Cualquiera de los problemas a los que se enfrentará Marty a lo largo de la serie: el hundimiento de su negocio, una terrible crisis de pareja, ser investigado por el FBI, trasladarse de la ciudad al campo, adaptarse a una nueva comunidad un poco "especial" o convencer a los negocios locales de que confíen en él; resultarían una carga casi insoportable para cualquiera. Él no tendrá más remedio que intentar dar lo mejor de sí para solucionarlos todos, ya que de ello dependerá su vida.

El peso de este drama fracturado en diez asfixiantes episodios recae sobre los sólidos hombros de Jason Bateman, quien, además de dar vida al protagonista, también produce y dirige tanto los dos primeros capítulos como los dos últimos.

Pero si alguien eleva a la enésima la constelación de personajes de la primera temporada de Ozark, esa es sin duda Laura Linney. Candidata a tres Oscars y ganadora de varios Globos de Oro, Linney se convierte en la contrapartida al hombre de la familia, en un matrimonio donde los cónyuges son a la vez aliados y némesis.

Y es que en Ozark el dinero no da la felicidad. En esta matryoshka de traiciones, cada muñeca esconde un oscuro propósito en su interior, describiendo un laberinto de personajes rotos o vacíos, que se rigen por axiomas como "La gente merece una segunda oportunidad, como los negocios", o "Sé cómo vender la idea de una familia feliz".

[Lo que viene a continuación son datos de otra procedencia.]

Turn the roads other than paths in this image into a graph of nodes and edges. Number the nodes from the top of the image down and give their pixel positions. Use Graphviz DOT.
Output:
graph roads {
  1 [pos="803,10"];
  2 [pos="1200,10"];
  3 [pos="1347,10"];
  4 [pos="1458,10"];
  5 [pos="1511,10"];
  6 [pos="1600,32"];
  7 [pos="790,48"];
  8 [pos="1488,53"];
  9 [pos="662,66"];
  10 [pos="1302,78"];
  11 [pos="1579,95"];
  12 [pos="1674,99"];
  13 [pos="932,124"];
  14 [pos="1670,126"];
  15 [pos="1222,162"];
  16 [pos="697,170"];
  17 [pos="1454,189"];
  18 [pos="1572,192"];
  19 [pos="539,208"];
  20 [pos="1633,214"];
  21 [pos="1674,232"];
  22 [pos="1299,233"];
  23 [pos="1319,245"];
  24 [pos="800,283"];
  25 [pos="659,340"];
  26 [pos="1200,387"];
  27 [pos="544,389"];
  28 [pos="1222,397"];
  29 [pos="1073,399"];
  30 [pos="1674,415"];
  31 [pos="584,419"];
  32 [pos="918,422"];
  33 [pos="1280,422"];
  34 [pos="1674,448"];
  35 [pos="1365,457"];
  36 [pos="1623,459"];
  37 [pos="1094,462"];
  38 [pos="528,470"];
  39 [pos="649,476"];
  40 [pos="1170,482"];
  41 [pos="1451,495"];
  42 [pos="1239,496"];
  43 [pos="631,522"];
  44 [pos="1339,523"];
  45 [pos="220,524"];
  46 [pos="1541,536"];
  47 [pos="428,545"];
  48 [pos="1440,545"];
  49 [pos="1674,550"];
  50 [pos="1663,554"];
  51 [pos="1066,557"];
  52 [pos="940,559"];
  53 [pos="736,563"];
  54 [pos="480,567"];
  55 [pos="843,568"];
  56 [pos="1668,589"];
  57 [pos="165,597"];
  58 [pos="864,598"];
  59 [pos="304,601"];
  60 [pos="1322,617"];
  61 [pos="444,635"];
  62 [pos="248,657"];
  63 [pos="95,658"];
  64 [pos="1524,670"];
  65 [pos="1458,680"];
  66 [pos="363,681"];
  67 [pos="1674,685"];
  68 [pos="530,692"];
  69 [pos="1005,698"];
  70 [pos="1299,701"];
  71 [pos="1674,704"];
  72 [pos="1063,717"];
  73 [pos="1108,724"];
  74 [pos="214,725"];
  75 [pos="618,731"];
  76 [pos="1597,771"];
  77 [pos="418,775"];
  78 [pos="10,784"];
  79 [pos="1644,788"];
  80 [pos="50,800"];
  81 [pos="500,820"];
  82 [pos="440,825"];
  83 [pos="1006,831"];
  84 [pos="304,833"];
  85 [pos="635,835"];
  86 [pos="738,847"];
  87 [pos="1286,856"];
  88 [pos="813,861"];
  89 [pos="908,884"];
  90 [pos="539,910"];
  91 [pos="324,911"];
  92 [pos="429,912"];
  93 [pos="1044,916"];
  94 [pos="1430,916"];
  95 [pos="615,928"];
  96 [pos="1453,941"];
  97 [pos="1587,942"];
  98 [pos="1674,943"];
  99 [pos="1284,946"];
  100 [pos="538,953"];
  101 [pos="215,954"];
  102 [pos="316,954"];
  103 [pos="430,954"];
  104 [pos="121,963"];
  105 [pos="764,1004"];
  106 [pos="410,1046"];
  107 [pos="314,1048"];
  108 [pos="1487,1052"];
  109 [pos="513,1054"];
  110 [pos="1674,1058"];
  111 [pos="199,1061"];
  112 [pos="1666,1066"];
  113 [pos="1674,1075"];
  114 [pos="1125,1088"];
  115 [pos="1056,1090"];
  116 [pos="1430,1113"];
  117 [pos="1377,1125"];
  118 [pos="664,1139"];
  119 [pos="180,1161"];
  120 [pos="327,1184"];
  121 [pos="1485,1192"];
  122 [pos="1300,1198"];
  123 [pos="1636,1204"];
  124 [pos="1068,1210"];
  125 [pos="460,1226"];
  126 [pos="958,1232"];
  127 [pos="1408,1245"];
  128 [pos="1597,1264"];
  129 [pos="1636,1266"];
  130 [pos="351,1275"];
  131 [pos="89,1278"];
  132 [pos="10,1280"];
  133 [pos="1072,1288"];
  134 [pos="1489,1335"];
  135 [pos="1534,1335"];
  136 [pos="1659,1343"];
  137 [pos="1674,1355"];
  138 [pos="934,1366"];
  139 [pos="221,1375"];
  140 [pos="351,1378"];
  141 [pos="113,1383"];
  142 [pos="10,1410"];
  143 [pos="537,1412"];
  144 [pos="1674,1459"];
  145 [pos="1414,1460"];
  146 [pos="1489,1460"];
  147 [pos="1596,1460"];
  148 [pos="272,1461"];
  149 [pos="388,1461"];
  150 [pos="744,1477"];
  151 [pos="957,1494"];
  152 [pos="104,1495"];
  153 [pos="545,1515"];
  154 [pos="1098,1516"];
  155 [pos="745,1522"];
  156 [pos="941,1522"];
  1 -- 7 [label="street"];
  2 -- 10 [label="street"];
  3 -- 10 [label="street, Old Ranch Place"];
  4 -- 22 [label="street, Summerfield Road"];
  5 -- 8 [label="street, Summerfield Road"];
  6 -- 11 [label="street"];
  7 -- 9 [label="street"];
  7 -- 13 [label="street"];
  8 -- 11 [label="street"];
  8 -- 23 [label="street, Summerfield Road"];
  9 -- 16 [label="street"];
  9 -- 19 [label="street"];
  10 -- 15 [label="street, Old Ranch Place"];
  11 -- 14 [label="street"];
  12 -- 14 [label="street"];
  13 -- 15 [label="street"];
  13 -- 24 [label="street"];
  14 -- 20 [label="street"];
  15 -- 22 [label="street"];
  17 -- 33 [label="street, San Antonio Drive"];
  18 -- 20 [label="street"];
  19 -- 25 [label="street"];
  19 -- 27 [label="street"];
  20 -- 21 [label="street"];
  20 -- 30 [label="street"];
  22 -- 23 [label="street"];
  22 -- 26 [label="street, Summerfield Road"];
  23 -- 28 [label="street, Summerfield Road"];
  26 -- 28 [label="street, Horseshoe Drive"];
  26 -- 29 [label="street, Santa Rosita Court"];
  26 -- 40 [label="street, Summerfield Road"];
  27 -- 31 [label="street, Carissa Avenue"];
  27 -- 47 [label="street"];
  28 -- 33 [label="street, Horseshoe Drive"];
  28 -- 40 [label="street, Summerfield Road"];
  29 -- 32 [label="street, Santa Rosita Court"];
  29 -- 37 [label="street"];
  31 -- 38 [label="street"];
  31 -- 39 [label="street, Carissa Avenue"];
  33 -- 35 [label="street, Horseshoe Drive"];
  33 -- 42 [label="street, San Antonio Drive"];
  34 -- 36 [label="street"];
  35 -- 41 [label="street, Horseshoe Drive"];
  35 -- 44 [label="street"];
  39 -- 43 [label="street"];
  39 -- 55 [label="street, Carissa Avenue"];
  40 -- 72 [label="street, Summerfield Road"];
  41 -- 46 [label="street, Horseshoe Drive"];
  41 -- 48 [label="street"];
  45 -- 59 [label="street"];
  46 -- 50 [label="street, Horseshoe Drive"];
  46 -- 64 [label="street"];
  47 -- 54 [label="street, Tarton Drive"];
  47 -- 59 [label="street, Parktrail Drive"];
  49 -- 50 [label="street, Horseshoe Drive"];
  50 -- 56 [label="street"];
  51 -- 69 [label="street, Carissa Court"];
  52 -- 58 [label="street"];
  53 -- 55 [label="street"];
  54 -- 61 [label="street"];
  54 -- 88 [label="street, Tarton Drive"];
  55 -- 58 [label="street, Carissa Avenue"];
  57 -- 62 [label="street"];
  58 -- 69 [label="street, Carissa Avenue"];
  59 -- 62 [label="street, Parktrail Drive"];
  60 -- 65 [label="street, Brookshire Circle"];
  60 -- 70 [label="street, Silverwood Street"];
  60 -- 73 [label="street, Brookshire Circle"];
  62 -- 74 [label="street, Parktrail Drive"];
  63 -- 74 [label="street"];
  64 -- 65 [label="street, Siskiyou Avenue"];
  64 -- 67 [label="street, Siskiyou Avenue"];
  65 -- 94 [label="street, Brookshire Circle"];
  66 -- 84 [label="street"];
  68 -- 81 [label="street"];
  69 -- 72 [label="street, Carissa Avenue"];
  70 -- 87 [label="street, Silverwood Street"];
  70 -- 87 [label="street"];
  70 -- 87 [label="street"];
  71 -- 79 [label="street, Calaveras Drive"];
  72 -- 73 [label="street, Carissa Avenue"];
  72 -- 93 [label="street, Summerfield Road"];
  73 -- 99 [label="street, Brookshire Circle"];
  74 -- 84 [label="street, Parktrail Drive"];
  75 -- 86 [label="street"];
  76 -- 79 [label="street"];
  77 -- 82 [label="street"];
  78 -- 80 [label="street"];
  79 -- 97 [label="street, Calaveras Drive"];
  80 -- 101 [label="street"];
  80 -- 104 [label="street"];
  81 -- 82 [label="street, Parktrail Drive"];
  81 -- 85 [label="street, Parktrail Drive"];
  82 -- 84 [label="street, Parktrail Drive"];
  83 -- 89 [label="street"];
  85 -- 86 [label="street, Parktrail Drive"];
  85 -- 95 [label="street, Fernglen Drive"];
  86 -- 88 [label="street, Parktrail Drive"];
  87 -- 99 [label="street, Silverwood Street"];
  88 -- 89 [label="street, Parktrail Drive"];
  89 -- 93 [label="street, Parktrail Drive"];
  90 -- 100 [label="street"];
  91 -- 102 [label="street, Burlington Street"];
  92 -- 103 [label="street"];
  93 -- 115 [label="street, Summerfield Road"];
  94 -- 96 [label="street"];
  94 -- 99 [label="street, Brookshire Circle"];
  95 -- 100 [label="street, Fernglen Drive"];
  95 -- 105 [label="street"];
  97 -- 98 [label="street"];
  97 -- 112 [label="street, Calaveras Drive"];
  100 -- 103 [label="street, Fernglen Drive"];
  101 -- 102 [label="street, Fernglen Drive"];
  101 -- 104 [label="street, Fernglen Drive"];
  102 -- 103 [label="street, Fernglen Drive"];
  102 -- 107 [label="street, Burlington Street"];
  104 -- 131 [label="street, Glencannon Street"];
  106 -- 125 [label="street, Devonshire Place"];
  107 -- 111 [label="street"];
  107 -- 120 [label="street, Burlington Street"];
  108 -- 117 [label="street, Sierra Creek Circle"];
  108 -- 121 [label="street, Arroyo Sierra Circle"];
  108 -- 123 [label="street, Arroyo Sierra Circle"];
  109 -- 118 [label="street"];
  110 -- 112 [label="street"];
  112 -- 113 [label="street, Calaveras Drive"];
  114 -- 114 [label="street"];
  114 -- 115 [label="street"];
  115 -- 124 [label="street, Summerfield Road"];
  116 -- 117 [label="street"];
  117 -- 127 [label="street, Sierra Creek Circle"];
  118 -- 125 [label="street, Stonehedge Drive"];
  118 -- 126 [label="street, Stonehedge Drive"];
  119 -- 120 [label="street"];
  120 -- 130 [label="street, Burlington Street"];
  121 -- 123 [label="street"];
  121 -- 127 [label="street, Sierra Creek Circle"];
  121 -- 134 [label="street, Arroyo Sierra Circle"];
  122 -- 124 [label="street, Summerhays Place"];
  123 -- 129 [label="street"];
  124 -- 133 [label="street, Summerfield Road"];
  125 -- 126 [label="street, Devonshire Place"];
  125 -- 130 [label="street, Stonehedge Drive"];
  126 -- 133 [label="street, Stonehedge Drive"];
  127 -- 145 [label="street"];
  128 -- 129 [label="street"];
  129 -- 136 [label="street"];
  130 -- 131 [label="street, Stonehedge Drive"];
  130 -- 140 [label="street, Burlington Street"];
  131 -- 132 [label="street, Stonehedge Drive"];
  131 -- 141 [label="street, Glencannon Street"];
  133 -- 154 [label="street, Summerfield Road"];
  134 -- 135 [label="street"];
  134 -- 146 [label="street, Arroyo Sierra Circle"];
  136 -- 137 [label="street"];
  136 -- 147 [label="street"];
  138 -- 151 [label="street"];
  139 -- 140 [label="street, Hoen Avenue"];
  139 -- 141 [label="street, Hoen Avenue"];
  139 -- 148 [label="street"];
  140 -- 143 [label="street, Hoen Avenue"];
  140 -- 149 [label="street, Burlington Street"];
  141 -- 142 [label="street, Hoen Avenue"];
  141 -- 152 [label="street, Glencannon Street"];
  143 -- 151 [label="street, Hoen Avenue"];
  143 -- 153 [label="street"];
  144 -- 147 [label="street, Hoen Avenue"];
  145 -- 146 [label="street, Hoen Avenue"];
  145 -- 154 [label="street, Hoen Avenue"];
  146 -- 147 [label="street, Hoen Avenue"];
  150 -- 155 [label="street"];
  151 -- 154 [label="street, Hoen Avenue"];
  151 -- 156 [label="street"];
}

Mientras el sol se esconde posando una luz ocre sobre el lago, los cuervos, metafóricos y reales, sobrevuelan cabezas que hierven con creciente ansiedad y mentes que han dejado de pensar con claridad o escrúpulos. Aquí nada es casualidad: incluso un simple helado de pistacho puede alcanzar una importancia inmensa en este mundo enloquecido.